Fascia Thoracolumbalis
De Fascia Thoracolumbalis (FTL) is de grote bindweefselplaat op de rug van het paard. Iedere spiervezel, ieder orgaan en ieder bot in het lichaam is omgeven door fascia. Al deze fascia staan met elkaar in verbinding.
Fascia is bindweefsel, waar vloeistof door stroomt. Deze vloeistof zorgt o.a. voor het gemakkelijk langs elkaar bewegen van spiervezels en organen, maar ook voor bescherming, toevoer van voedingsstoffen en afvoer van afvalstoffen.
Wanneer fascia bekneld raakt of beschadigt, wordt de doorstroom verstoord en zullen er problemen ontstaan in het onderliggende gebied. Dit kan gebeuren door een trauma, hierbij zorgt het fascia voor de aanmaak van littekenweefsel, waardoor een verminderde beweging en doorstroom van het fascia ontstaat. Naast trauma's is stress een hele belangrijke factor voor het ontstaan van verstoringen en dus verhardingen in fascia. Denk maar aan een vastzittende schouder en spanningshoofdpijn. Ditzelfde geldt voor paarden. De stress ontstaat door bijvoorbeeld te veel vragen in de training, paarden die snel nerveus zijn, over alerte paarden die altijd met het hoofd hoog lopen en paarden die emotioneel beschadigd zijn. In al deze gevallen is de FTL vaak verhard en strak. Een andere belangrijke oorzaak voor verharding van het FTL is het zadel, wanneer dit niet goed past, raakt het fascia bij iedere rit beschadigd en ontstaan littekenweefsel. Veel rijtechnische problemen liggen hieraan ten grondslag. Wanneer een zadel wel goed past, geeft het de fascialagen ruimte om langs elkaar te glijden en de vloeistof door te laten stromen, zodat minder littekenweefsel ontstaat.

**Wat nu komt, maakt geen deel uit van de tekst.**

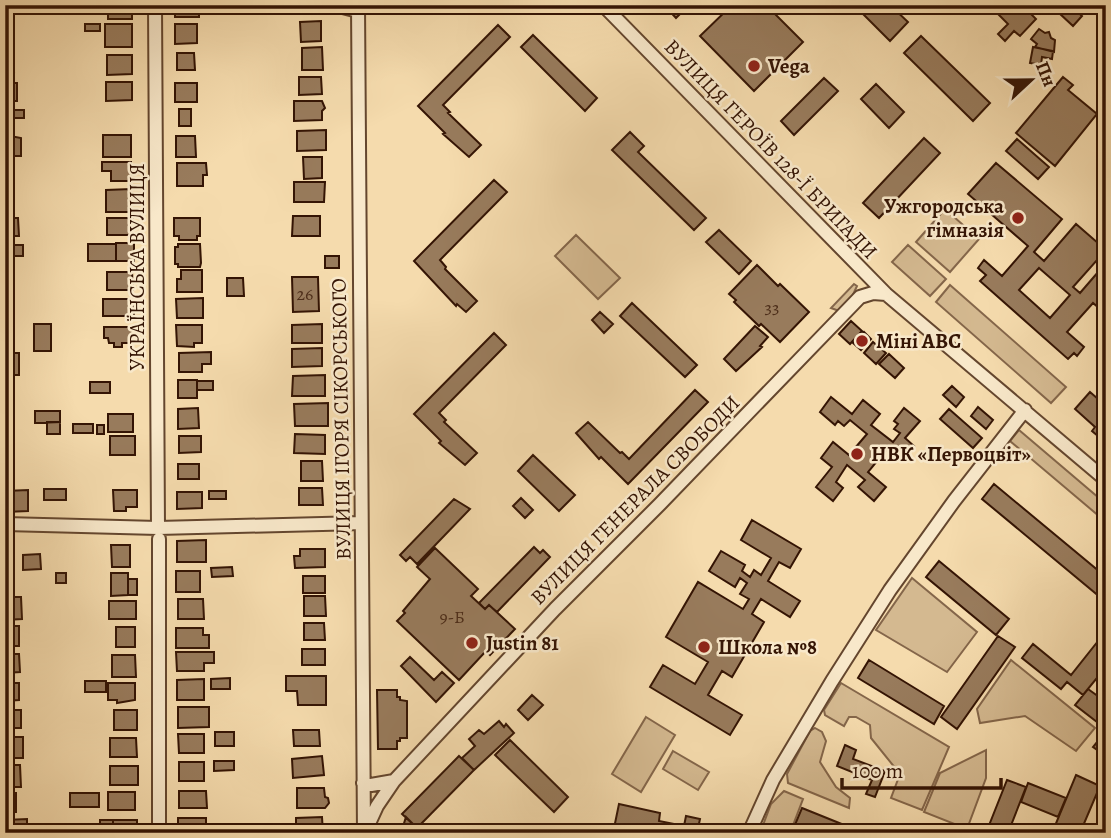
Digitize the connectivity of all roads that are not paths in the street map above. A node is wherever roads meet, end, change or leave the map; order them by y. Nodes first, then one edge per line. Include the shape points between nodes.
1 (155, 5) edge
2 (335, 5) edge
3 (603, 5) edge
4 (358, 8) edge
5 (863, 272) junction
6 (886, 294) junction
7 (860, 297) junction
8 (1025, 410) junction
9 (1106, 480) edge
10 (361, 523) junction
11 (5, 524) edge
12 (158, 533) junction
13 (394, 781) junction
14 (363, 783) junction
15 (159, 833) edge
16 (365, 833) edge
17 (749, 833) edge

1 - 12 street, УКРАЇНСЬКА ВУЛИЦЯ
2 - 4 street
3 - 5 street, ВУЛИЦЯ ГЕРОЇВ 128-Ї БРИГАДИ
4 - 10 street, ВУЛИЦЯ ІГОРЯ СІКОРСЬКОГО
5 - 6 street, ВУЛИЦЯ ГЕРОЇВ 128-Ї БРИГАДИ
5 - 7 street
6 - 7 street
6 - 8 street, ВУЛИЦЯ ГЕРОЇВ 128-Ї БРИГАДИ
7 - 13 street, ВУЛИЦЯ ГЕНЕРАЛА СВОБОДИ via 555,608
8 - 9 street, ВУЛИЦЯ ГЕРОЇВ 128-Ї БРИГАДИ
8 - 17 street via 890,590 778,772
10 - 12 street
10 - 14 street, ВУЛИЦЯ ІГОРЯ СІКОРСЬКОГО
11 - 12 street
12 - 15 street, УКРАЇНСЬКА ВУЛИЦЯ
13 - 14 street
13 - 16 street, ВУЛИЦЯ ГЕНЕРАЛА СВОБОДИ
14 - 16 street, ВУЛИЦЯ ІГОРЯ СІКОРСЬКОГО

Door natuurlijke scheefheid van het paard kan, bij onjuiste training, de fascia strakker worden. Ieder paard heeft bijvoorbeeld een voorkeursschouder en zal deze meer belasten dan de andere schouder. De verminderde beweeglijkheid die hierdoor ontstaat, werkt via het fascia door in het hele lichaam, waardoor het diagonaal bijpassende achterbeen minder goed onder de massa zal kunnen worden gebracht. Ook de bouw van het paard speelt een rol, paarden met een korte rug, een hoge hoofd-halshouding of een zeer sterk ontwikkelde rug, hebben vaak een strakke FTL en daar door meer moeite met flexie van de rug en dus het onderbrengen van het achterbeen. Dit geldt zeker ook voor paarden die in hun tak van sport veelal met het hoofd hoog worden gereden.
Het lichaam heeft meerdere fascia platen, ook rond de schouder, onder de buik en op de bilpartij vinden we grote delen met fascia. ook hier kunnen dus mobiliteitsproblemen ontstaan. Deze platen staan allemaal in verbinding met de FTL en profiteren dus ook van de massage van het FTL.
Een te strakke FTL kan o.a. bijdragen aan het ontstaan van:
- Scheefheid in de wervelkolom
- Een scheefhangende staart
- Moeite met het kantelen van het bekken en dus het onderbrengen van de achterhand
- Problemen in het CTO-gebied (overgang tussen hals- en borstwervels)
- Problemen in het SI-gewricht en scheefstand van het bekken
- Kissing spines
- Singelnijd
- Stijfheid, eerst moeten opwarmen
- Mobiliteitsproblemen, zoals onverklaarbare kreupelheid
- Lymfe- en doorbloedingsproblemen
Het FTL wordt losgemaakt met behulp van een Fascia Ros, dit is een speciaal ontwikkelde massageborstel (door Jose Pouwer), waarmee een zeer diepe bindweefselmassage wordt gegeven. Door deze massage ontstaat er weer beweging in de fascia, waardoor de vloeistof weer goed kan doorstromen. Het paard kan direct na de behandeling weer soepeler bewegen. Om de doorstroom optimaal te laten doorwerken en het paard te laten wennen aan de losheid van zijn lijf, is het belangrijk om minimaal 3 dagen niet te rijden. Beweging in de vorm van weidegang, stapmolen, stappen aan de hand of eventueel longeren is echter wel heel belangrijk om de vrijgekomen afvalstoffen af te voeren. Hierna is het van belang, door eventuele aanpassing van de training of het zadel, om ervoor te zorgen dat het bindweefsel los blijft.
Massage met de Fascia Ros zal, indien nodig/gewenst, geïntegreerd worden in de behandeling.